Military Defense Lawyer for Article 90 Violations

Article 90 of the UCMJ

– Willful Disobedience of a Superior Commissioned Officer

Table of Contents

Service members of the United States military are governed by a distinct code of laws under what is known as the Uniform Code of Military Justice (UCMJ). Within the UCMJ are numerous different articles that cover different rights and violations of military law, similar to how the U.S. Constitution governs civilians. However, in many ways, military law and its required standards differ significantly from those prescribed under the Constitution. Aden Wilkie, an experienced North Carolina military defense lawyer, explains the details surrounding UCMJ Article 90, which covers Willful Disobedience of a Superior Commissioned Officer.

What is Article 90 of the UCMJ?

As previously stated, Article 90 of the Uniform Code of Military Justice covers violations for a service member who willfully disobeys a superior commissioned officer. The exact text of this Article reads:

Any person subject to this chapter who willfully disobeys a lawful command of that person’s superior commissioned officer shall be punished—

(1) if the offense is committed in time of war, by death or such

other punishment as a court-martial may direct; and

(2) if the offense is committed at any other time, by such

punishment, other than death, as a court-martial may direct.

Elements of Article 90 UCMJ

  1. That the accused received a lawful command from a superior officer;
  2. That this officer was the superior commissioned officer of the accused;
  3. That the accused then knew that this officer was the accused’s superior commissioned officer; and
  4. That the accused willfully disobeyed the lawful command. [If the offense is committed in a time of war, the following additional element should be present as well]
  1. That the offense was committed in a time of war.

UCMJ Art. 90 Willful Disobedience

Explanation of Terms

1) The Order must be directed to the accused specifically. It does not include violations of regulations, standing orders, or routine duties. Examples include:

  • United States v. Byers, 40 M.J. 321 (C.M.A. 1994) – Order revoking driving privileges signed by JAG was a routine administrative sanction for traffic offenses and was NOT a personal order by the post commander;
  • United States v. Ranney, 67 M.J. 297 (C.A.A.F. 2009) – Revocation of driving privileges issued automatically upon drunk driving arrest was not sufficient for purposes of Article 90 but did support a conviction under UCMJ Article 92. Overruled on other grounds.¹
  • United States v. Gussen, 33 M.J. 736 (A.C.M.R. 1991) – Evidence that the accused willfully disobeyed an order issued by the brigade commander to the entire brigade, but was relayed to the accused through non-commissioned officers (NCOs). Only supports a violation of orders under Article 92 and NOT a violation of a superior’s personal order;
  • United States v. Selman, 28 M.J. 627 (A.F.C.M.R. 1989) – Letter to all minimum security prisoners setting forth restrictions was not a personal order to the accused.

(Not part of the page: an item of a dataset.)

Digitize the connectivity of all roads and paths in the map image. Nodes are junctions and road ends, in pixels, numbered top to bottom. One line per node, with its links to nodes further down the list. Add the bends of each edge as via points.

2) The Order must be in a proper form. If understandable, the form of the order and the method of transmittal are immaterial. For example, in the case of United States v. McLaughlin, 14 M.J. 908 (N.M.C.M.R. 1982), the use of the word “please” does not negate the order.

3) Scope of Order. To sustain the presumption of the lawfulness of an order, the order must have a valid military purpose and must be a clear, narrowly drawn mandate. This can be made evident in the case of United States v. Moore, 58 M.J. 466 (2003), which held that a “sufficiently clear, specific, and narrowly drawn” order with a valid military purpose was not unconstitutionally overbroad or vague.

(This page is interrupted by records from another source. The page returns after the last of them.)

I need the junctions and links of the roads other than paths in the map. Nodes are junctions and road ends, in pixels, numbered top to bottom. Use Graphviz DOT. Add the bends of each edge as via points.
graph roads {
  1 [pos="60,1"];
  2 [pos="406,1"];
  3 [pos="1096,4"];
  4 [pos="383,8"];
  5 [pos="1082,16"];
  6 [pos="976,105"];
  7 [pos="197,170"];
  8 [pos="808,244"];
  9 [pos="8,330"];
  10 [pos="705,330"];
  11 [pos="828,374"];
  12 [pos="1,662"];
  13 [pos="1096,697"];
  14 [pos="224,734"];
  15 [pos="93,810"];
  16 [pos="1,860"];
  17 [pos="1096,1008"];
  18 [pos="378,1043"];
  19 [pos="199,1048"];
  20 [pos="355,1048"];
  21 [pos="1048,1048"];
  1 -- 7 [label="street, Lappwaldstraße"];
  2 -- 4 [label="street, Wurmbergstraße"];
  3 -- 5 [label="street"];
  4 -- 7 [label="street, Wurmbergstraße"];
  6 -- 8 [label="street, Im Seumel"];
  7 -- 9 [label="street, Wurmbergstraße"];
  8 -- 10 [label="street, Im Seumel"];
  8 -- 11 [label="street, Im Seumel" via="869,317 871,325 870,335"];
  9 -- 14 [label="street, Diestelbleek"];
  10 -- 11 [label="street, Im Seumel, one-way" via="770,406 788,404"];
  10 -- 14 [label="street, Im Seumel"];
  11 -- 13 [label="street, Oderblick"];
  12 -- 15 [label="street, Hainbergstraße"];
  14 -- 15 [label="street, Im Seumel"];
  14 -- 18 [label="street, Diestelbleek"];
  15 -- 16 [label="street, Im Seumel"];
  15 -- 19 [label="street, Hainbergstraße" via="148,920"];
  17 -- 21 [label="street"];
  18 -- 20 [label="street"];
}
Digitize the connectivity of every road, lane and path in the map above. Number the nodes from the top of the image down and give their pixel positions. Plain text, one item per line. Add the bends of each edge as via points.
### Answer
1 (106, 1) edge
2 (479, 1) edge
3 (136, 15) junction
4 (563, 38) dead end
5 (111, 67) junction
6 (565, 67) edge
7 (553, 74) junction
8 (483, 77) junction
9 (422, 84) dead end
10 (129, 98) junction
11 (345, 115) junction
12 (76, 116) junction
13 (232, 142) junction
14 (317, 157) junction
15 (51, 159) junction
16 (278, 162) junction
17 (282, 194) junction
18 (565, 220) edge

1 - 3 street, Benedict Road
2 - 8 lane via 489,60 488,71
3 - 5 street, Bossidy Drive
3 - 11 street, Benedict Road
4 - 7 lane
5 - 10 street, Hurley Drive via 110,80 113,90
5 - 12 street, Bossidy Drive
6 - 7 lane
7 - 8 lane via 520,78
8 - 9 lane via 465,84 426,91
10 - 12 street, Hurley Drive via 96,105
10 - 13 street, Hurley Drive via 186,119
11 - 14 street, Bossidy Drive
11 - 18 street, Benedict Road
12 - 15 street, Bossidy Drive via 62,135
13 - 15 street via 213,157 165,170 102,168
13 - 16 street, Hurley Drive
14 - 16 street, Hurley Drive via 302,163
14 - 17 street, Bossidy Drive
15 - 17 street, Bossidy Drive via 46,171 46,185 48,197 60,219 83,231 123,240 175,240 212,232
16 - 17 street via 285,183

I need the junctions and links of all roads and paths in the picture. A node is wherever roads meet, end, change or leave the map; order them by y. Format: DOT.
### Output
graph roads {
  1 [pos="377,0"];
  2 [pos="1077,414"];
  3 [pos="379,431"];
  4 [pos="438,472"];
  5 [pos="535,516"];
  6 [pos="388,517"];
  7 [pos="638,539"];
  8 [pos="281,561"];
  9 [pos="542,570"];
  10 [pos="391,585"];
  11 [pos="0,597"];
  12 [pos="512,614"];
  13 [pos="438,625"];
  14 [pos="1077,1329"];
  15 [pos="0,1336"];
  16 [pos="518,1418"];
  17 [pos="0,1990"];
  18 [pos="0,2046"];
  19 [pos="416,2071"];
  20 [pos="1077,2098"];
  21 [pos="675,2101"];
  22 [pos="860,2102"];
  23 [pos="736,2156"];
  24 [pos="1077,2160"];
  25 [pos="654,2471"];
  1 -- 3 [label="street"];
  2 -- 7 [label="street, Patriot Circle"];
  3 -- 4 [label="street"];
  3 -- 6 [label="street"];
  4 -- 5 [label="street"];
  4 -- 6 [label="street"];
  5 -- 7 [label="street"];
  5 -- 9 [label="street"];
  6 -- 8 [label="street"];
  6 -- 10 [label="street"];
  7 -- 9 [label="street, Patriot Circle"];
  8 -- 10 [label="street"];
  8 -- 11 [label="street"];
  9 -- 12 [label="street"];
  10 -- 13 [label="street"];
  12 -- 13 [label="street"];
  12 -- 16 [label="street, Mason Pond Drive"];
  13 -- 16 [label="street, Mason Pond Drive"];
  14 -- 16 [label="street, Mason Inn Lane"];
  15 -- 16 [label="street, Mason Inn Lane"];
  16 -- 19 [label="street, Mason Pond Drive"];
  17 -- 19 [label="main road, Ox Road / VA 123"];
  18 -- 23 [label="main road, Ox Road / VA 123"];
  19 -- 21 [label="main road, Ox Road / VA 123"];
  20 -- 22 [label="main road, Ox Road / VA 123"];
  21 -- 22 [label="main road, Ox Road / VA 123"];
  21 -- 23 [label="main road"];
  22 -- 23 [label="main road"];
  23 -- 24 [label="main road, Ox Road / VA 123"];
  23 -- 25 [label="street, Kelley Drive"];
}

4) Specificity of Order. The order must be a specific mandate to do or not to do a specific act. If the language of a communication lacks specificity of meaning, extrinsic evidence is admissible for the purpose of clarification. Examples include:

  • United States v. Womack, 29 M.J. 88 (C.M.A. 1989) – “Safe sex” order for HIV positive airman was “specific, definite, and certain”;
  • United States v. Mantilla, 36 M.J. 621 (A.C.M.R. 1992) – Order to “double-time” to barracks to retrieve gear was positive command rather than advice;
  • United States v. Claytor, 34 M.J. 1030 (N.M.C.M.R. 1992) – Order to “shut up” on the heels of disrespectful language about a superior commissioned officer was a specific mandate to cease speaking and say nothing further;
  • United States v. Warren, 13 M.J. 160 (C.M.A. 1982) – The statement “settle down and be quiet” was ambiguous and lacked the specificity of meaning to determine if it was an order or mere counseling;
  • United States v. Beattie, 17 M.J. 537 (A.C.M.R. 1983) – Where superiors of the intoxicated accused did not want him at his assigned place of duty (which was the motor pool). The lieutenant’s order for the defendant to report to his place of duty without further clarification as to where that was did not provide a clear enough mandate to establish a violation under Article 90.

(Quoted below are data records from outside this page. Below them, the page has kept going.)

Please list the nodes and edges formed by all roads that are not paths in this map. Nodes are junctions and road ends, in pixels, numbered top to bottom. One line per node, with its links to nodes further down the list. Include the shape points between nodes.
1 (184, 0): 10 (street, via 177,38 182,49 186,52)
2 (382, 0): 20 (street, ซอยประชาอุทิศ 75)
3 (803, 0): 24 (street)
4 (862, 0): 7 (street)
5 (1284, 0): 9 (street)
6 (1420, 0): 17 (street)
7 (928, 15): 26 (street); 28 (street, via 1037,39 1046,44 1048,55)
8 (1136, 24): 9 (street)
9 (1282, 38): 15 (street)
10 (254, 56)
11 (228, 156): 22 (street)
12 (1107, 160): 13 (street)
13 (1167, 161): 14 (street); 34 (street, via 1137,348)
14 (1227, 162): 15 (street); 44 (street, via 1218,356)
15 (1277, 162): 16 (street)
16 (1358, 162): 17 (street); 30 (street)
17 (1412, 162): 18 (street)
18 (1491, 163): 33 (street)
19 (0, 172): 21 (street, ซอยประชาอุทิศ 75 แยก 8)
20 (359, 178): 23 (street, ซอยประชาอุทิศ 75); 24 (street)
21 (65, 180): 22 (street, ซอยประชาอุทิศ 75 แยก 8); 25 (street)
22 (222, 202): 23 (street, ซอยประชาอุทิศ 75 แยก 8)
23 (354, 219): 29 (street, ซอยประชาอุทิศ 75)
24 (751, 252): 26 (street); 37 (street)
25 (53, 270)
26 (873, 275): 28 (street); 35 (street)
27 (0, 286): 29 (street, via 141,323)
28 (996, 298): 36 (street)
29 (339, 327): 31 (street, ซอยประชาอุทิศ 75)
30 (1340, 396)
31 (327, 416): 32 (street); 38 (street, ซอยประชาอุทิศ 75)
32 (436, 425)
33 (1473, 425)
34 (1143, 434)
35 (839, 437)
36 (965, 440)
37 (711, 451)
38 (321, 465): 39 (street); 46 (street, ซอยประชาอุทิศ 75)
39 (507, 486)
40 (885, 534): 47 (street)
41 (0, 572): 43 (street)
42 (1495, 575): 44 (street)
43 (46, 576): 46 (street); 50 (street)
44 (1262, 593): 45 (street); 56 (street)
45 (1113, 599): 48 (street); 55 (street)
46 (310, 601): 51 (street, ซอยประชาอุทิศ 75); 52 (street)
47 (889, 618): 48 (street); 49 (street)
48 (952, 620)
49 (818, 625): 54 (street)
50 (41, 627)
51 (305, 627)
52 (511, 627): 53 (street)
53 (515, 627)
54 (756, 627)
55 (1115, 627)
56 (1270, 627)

5) Lawfulness of the Order. An order requiring the performance of a military duty or act may be inferred to be a lawful order. The lawfulness of the order is a question of law that must be decided by the military judge. For example, see the following:

  • United States v. Diesher, 61 M.J. 313 (C.A.A.F. 2005) – Holding the legality of an order is an issue of law that must be decided by the military judge.²

Prospective clients call Aden Wilkie all the time about an illegal order they have been given. He reminds them of the presumption that all orders given are lawful until proven otherwise (absent the order clearly being an illegal one that calls for the recipient to do something illegal, such as shoot unarmed villagers, for example).

b. Knowledge of the Order –

1) The prosecution must prove, as an element of the offense, that the accused had actual knowledge of the order.³ Although knowledge may be proven by circumstantial evidence, the knowledge must be actual and not constructive.⁴

2) The prosecution must prove that the accused had actual knowledge of the status of the victim. For example, in the case of United States v. Young, 40 C.M.R. 36 (C.M.A. 1060), voluntary intoxication raised the issue of whether the accused knew he was dealing with his superior officer.⁵

c. Willfulness of Disobedience –

1) Disobedience must be intentional defiance of authority. Failure to comply through heedlessness or forgetfulness is not “willful”, although it may still violate Article 92.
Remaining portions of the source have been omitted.